Thank God someone finally said it:
The media’s reporting of Tim Russert’s death has been so over the top it’s embarrassing. The above link does a nice job of undressing the media on this point but I’ll go a step further. I will attack a dead man.
I can’t say that I’ve watched a lot of “Meet the Press” so it may be unfair for me to critique Russert. However it’s also important to note that a big reason I haven’t watched a lot of “Meet the Press” is that I never really liked Russert. I saw something in his big puppy dog eyes and sloppy posture that read desperate to me. Like a tough guy who actually was nothing more than a thumb sucking sycophant.
That’s a lot to read into the way a guy looks into a camera from behind a fake desk, I know. But it wasn’t just his look. It was the things he’d say. How many interviews did I see with this guy talking about being from Buffalo and being the son of Russ? I saw “Meet the Press” one time where at the end he looked into the camera and talked about how much he loved being “Luke’s Dad.” I can’t remember if it was the kid’s birthday or a past Father’s Day or what - it may very well have been apropos of nothing. I just remember a sensation tingling up my spine - a douche chill. It also enraged me. I don’t have enough space in my head for valuable information, but I can’t erase from my hard drive that this windbag has a son named Luke. God Dammit.

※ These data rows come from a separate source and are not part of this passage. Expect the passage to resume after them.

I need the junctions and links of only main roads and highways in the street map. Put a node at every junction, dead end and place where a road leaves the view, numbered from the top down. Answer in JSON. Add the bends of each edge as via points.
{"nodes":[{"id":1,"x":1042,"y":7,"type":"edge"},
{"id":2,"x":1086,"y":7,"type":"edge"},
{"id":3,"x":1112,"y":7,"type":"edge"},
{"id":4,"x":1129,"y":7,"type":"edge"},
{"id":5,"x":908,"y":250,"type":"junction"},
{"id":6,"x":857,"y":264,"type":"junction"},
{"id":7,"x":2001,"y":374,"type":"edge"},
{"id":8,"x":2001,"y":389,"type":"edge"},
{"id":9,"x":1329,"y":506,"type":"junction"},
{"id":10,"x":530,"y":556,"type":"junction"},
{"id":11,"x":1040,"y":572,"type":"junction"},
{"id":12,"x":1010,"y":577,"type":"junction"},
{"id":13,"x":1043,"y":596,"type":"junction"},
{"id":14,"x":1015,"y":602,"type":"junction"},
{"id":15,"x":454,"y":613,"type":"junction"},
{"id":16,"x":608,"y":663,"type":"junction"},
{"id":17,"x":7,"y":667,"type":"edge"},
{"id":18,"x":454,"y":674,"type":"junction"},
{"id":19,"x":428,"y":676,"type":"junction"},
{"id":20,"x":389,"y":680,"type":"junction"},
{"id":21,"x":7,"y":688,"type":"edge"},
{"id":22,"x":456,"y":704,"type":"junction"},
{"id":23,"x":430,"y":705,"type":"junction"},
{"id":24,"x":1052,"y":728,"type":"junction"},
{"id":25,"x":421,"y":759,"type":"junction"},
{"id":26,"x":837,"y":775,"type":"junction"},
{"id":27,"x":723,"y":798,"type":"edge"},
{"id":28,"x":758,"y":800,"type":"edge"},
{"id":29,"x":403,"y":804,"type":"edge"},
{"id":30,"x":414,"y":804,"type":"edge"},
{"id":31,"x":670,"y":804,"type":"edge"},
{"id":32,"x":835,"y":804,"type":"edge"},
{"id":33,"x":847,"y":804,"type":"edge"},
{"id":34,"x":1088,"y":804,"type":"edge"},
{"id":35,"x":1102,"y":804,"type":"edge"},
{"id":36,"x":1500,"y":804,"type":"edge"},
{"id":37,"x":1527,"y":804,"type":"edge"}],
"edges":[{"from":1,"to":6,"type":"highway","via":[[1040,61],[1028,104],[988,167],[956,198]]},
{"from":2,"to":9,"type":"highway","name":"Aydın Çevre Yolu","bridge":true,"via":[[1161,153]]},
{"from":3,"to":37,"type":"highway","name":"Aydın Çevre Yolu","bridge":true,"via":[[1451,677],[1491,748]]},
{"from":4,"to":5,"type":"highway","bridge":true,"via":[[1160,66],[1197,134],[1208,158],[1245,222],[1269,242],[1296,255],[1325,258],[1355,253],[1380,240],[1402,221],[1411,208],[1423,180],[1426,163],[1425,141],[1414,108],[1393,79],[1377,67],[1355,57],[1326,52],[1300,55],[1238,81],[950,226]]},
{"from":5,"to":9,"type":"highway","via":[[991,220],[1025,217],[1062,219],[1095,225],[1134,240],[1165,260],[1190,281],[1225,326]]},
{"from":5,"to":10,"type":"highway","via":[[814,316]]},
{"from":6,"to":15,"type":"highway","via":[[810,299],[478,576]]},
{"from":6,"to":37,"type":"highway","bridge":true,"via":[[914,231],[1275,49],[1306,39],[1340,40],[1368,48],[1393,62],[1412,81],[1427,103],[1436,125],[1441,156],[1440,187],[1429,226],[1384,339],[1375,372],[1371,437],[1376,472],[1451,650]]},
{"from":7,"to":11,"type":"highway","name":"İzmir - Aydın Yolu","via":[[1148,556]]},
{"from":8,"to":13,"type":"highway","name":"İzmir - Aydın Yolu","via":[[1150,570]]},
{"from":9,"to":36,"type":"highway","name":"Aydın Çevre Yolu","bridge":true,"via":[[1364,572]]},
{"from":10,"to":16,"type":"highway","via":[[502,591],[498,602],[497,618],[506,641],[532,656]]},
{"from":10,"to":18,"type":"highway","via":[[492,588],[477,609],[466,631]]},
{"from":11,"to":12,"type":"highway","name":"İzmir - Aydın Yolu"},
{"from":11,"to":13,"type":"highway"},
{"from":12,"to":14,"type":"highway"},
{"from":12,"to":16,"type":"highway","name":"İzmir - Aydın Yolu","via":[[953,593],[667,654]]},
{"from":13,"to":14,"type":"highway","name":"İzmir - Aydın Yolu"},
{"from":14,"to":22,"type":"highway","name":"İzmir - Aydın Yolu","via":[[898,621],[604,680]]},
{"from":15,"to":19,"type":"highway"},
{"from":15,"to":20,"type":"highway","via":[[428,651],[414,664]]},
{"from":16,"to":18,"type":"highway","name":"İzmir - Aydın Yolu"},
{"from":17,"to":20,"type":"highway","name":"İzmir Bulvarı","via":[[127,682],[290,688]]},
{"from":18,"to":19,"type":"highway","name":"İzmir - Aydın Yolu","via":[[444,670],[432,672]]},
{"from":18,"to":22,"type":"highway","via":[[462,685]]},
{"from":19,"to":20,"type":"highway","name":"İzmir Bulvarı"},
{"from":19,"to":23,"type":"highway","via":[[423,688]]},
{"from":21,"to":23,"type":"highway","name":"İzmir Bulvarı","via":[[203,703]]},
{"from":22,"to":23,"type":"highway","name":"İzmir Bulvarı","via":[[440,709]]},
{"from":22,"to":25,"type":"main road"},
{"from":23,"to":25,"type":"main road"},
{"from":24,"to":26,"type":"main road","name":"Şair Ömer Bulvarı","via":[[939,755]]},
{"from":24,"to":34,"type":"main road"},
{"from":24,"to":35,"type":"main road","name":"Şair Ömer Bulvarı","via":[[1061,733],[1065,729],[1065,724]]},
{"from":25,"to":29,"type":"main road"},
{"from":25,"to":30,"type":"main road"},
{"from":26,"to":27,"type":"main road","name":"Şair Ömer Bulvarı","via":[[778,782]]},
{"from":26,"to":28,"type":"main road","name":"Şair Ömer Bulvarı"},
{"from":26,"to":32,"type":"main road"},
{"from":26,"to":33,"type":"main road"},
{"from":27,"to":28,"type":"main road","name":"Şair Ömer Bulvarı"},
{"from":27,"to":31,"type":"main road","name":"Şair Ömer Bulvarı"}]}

On an episode of “Bill Moyers Journal” titled, “Buying the War” Moyers asks Tim Russert about the Bush administration’s use of “Meet the Press” to sell the upcoming war in Iraq. The exchange is priceless for so many reasons. Allow me to paraphrase: When Russert was asked why he simply took the administration’s word for things instead of checking to see if what they were saying was true or made sense, Russert responded,
“Hey look, I’m a guy from Buffalo. I work my sources hard…”
Seriously. He responded that he was from Buffalo.
The implication then and every time he brought up that he was from Buffalo was that he was a strong, hard worker who didn’t take guff from anybody. But as this exchange reveals so vividly, people who actually are that way don’t need to say it, and those that aren’t often rely on this background as a way of overcompensating for something a tad less noble.
That brings up the other thing I know about Russert that no one seems to be memorializing. His work as an author. If James Fry were to die tomorrow I’m guessing that within the first one and a half sentences of his obituary there’d be some hint to the fraud he perpetrated by calling, “A Million Little Pieces” a non-fiction memoir. Why then has no one brought up that this “journalist of our generation” took sole credit for writing a book that was actually written by a ghostwriter? Not only was the ghostwriter not credited on the cover, the book is about Russert’s relationship with his father. Shouldn’t this brilliant journalist be able to write his own book when the subject is his relationship with his Father - the man who made him so noble and tough to begin with?
But what about Russert’s work on “Meet the Press”… and the Today Show, and MSNBC, and the Nightly News? (How hard can a man “work his sources” when he’s on TV every minute anyway?)
Frankly I was never that impressed with Russert’s brand of gotcha journalism. So a guy says one thing and then Russert rolls out video (provided by the work of a production assistant paid five hundred dollars a week to watch C-Span) of him saying something else? Big deal. As the Moyers interview points out, there’s a lot more to journalism than simply what an interviewee says, whether they said it recently or long ago. Furthermore it reduces a subject to what its proponent (or opponent) says about it.
If, for example, a journalist interviews a politician about tax hikes and that politician says there should be a tax hike but we see a clip of him years ago saying there shouldn’t be a tax hike, what have we learned about the real issue of whether it’s a good idea to raise taxes? The interviewee becomes the subject and not tax hikes, or the war in Iraq, or global warming, etc.
As the first link in this story points out, the memorializing of Russert is more about the media then about Russert. They liked the guy. Fair enough. They have tons of footage of him that they can now rerun and plenty of outlets they need to fill time on anyway. True dat. But for a guy who was quick to bring his own personal life history into a realm it shouldn’t be to begin with, I think even he may blush at this overkill.
When I heard Tim Russert died I was sad the way a person is usually sad to hear of the passing of someone familiar. Now I just want this coverage to die.